(DESCRIPTION OF THE TASK) Entries must be copied exactly, with nothing left out.

EXERCISE DATA: Begin

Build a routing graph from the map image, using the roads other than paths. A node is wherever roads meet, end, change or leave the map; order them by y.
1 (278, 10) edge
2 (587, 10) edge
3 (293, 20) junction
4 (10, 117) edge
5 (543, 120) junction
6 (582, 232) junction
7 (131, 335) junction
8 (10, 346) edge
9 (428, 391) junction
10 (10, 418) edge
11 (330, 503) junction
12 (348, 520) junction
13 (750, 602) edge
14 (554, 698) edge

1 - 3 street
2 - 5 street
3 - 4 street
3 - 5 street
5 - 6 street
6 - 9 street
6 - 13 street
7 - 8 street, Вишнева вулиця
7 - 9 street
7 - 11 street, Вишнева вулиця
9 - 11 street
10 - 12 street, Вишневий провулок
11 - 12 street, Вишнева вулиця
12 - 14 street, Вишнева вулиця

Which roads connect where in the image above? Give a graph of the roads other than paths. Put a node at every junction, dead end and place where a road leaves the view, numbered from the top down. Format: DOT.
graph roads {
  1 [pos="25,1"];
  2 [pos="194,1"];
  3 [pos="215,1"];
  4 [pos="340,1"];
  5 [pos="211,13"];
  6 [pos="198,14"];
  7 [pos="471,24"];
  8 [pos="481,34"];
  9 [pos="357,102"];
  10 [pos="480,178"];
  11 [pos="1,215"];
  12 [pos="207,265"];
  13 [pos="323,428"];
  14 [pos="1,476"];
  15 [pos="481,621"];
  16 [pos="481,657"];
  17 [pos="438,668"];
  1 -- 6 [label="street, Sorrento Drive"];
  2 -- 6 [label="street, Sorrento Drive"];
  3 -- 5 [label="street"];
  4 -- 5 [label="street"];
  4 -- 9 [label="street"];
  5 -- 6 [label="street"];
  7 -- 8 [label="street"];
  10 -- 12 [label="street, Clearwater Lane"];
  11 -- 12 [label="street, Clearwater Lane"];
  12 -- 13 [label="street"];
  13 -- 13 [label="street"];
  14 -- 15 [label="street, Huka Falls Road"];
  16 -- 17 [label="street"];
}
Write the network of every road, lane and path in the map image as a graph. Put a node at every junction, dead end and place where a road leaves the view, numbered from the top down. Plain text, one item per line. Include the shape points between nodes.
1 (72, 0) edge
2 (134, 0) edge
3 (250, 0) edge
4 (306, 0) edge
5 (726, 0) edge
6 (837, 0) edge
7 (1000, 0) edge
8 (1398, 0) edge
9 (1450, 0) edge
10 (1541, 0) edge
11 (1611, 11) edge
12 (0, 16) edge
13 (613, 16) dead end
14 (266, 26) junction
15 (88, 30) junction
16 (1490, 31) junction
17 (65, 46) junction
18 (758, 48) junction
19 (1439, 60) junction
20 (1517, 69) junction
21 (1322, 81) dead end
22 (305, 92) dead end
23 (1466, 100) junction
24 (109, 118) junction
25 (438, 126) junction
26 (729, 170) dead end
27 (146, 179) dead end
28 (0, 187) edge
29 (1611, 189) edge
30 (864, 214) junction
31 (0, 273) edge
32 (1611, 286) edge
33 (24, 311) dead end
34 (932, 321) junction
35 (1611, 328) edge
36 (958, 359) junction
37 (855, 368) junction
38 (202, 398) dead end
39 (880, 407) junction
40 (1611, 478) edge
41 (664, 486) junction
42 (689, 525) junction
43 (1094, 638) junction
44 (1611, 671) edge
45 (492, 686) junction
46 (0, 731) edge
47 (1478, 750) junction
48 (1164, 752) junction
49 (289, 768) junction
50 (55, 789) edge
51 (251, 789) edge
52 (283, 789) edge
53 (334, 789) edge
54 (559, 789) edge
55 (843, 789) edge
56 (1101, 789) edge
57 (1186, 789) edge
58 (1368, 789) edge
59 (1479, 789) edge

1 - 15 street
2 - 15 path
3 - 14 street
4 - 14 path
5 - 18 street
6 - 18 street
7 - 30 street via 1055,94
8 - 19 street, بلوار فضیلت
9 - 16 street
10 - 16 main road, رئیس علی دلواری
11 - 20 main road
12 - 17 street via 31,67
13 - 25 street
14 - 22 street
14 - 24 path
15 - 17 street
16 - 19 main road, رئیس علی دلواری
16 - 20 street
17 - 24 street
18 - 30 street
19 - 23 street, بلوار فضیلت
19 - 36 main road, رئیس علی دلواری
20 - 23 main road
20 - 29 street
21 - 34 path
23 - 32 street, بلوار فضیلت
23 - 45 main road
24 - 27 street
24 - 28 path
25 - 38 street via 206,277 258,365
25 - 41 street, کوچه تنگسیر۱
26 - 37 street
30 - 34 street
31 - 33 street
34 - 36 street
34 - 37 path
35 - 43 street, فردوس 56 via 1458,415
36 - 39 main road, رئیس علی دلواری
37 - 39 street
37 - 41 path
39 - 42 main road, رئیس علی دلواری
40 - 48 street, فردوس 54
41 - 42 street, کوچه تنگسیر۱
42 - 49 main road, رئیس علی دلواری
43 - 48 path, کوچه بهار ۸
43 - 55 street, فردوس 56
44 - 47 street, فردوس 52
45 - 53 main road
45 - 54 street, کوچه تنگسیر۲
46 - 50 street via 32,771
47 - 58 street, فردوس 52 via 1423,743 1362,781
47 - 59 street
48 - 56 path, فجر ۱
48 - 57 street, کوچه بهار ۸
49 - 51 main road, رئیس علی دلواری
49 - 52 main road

EXERCISE DATA: End

(RESULT FOR THIS TASK)
Build a routing graph from the map image, using the roads other than paths. A node is wherever roads meet, end, change or leave the map; order them by y.
1 (278, 10) edge
2 (587, 10) edge
3 (293, 20) junction
4 (10, 117) edge
5 (543, 120) junction
6 (582, 232) junction
7 (131, 335) junction
8 (10, 346) edge
9 (428, 391) junction
10 (10, 418) edge
11 (330, 503) junction
12 (348, 520) junction
13 (750, 602) edge
14 (554, 698) edge

1 - 3 street
2 - 5 street
3 - 4 street
3 - 5 street
5 - 6 street
6 - 9 street
6 - 13 street
7 - 8 street, Вишнева вулиця
7 - 9 street
7 - 11 street, Вишнева вулиця
9 - 11 street
10 - 12 street, Вишневий провулок
11 - 12 street, Вишнева вулиця
12 - 14 street, Вишнева вулиця

Which roads connect where in the image above? Give a graph of the roads other than paths. Put a node at every junction, dead end and place where a road leaves the view, numbered from the top down. Format: DOT.
graph roads {
  1 [pos="25,1"];
  2 [pos="194,1"];
  3 [pos="215,1"];
  4 [pos="340,1"];
  5 [pos="211,13"];
  6 [pos="198,14"];
  7 [pos="471,24"];
  8 [pos="481,34"];
  9 [pos="357,102"];
  10 [pos="480,178"];
  11 [pos="1,215"];
  12 [pos="207,265"];
  13 [pos="323,428"];
  14 [pos="1,476"];
  15 [pos="481,621"];
  16 [pos="481,657"];
  17 [pos="438,668"];
  1 -- 6 [label="street, Sorrento Drive"];
  2 -- 6 [label="street, Sorrento Drive"];
  3 -- 5 [label="street"];
  4 -- 5 [label="street"];
  4 -- 9 [label="street"];
  5 -- 6 [label="street"];
  7 -- 8 [label="street"];
  10 -- 12 [label="street, Clearwater Lane"];
  11 -- 12 [label="street, Clearwater Lane"];
  12 -- 13 [label="street"];
  13 -- 13 [label="street"];
  14 -- 15 [label="street, Huka Falls Road"];
  16 -- 17 [label="street"];
}
Write the network of every road, lane and path in the map image as a graph. Put a node at every junction, dead end and place where a road leaves the view, numbered from the top down. Plain text, one item per line. Include the shape points between nodes.
1 (72, 0) edge
2 (134, 0) edge
3 (250, 0) edge
4 (306, 0) edge
5 (726, 0) edge
6 (837, 0) edge
7 (1000, 0) edge
8 (1398, 0) edge
9 (1450, 0) edge
10 (1541, 0) edge
11 (1611, 11) edge
12 (0, 16) edge
13 (613, 16) dead end
14 (266, 26) junction
15 (88, 30) junction
16 (1490, 31) junction
17 (65, 46) junction
18 (758, 48) junction
19 (1439, 60) junction
20 (1517, 69) junction
21 (1322, 81) dead end
22 (305, 92) dead end
23 (1466, 100) junction
24 (109, 118) junction
25 (438, 126) junction
26 (729, 170) dead end
27 (146, 179) dead end
28 (0, 187) edge
29 (1611, 189) edge
30 (864, 214) junction
31 (0, 273) edge
32 (1611, 286) edge
33 (24, 311) dead end
34 (932, 321) junction
35 (1611, 328) edge
36 (958, 359) junction
37 (855, 368) junction
38 (202, 398) dead end
39 (880, 407) junction
40 (1611, 478) edge
41 (664, 486) junction
42 (689, 525) junction
43 (1094, 638) junction
44 (1611, 671) edge
45 (492, 686) junction
46 (0, 731) edge
47 (1478, 750) junction
48 (1164, 752) junction
49 (289, 768) junction
50 (55, 789) edge
51 (251, 789) edge
52 (283, 789) edge
53 (334, 789) edge
54 (559, 789) edge
55 (843, 789) edge
56 (1101, 789) edge
57 (1186, 789) edge
58 (1368, 789) edge
59 (1479, 789) edge

1 - 15 street
2 - 15 path
3 - 14 street
4 - 14 path
5 - 18 street
6 - 18 street
7 - 30 street via 1055,94
8 - 19 street, بلوار فضیلت
9 - 16 street
10 - 16 main road, رئیس علی دلواری
11 - 20 main road
12 - 17 street via 31,67
13 - 25 street
14 - 22 street
14 - 24 path
15 - 17 street
16 - 19 main road, رئیس علی دلواری
16 - 20 street
17 - 24 street
18 - 30 street
19 - 23 street, بلوار فضیلت
19 - 36 main road, رئیس علی دلواری
20 - 23 main road
20 - 29 street
21 - 34 path
23 - 32 street, بلوار فضیلت
23 - 45 main road
24 - 27 street
24 - 28 path
25 - 38 street via 206,277 258,365
25 - 41 street, کوچه تنگسیر۱
26 - 37 street
30 - 34 street
31 - 33 street
34 - 36 street
34 - 37 path
35 - 43 street, فردوس 56 via 1458,415
36 - 39 main road, رئیس علی دلواری
37 - 39 street
37 - 41 path
39 - 42 main road, رئیس علی دلواری
40 - 48 street, فردوس 54
41 - 42 street, کوچه تنگسیر۱
42 - 49 main road, رئیس علی دلواری
43 - 48 path, کوچه بهار ۸
43 - 55 street, فردوس 56
44 - 47 street, فردوس 52
45 - 53 main road
45 - 54 street, کوچه تنگسیر۲
46 - 50 street via 32,771
47 - 58 street, فردوس 52 via 1423,743 1362,781
47 - 59 street
48 - 56 path, فجر ۱
48 - 57 street, کوچه بهار ۸
49 - 51 main road, رئیس علی دلواری
49 - 52 main road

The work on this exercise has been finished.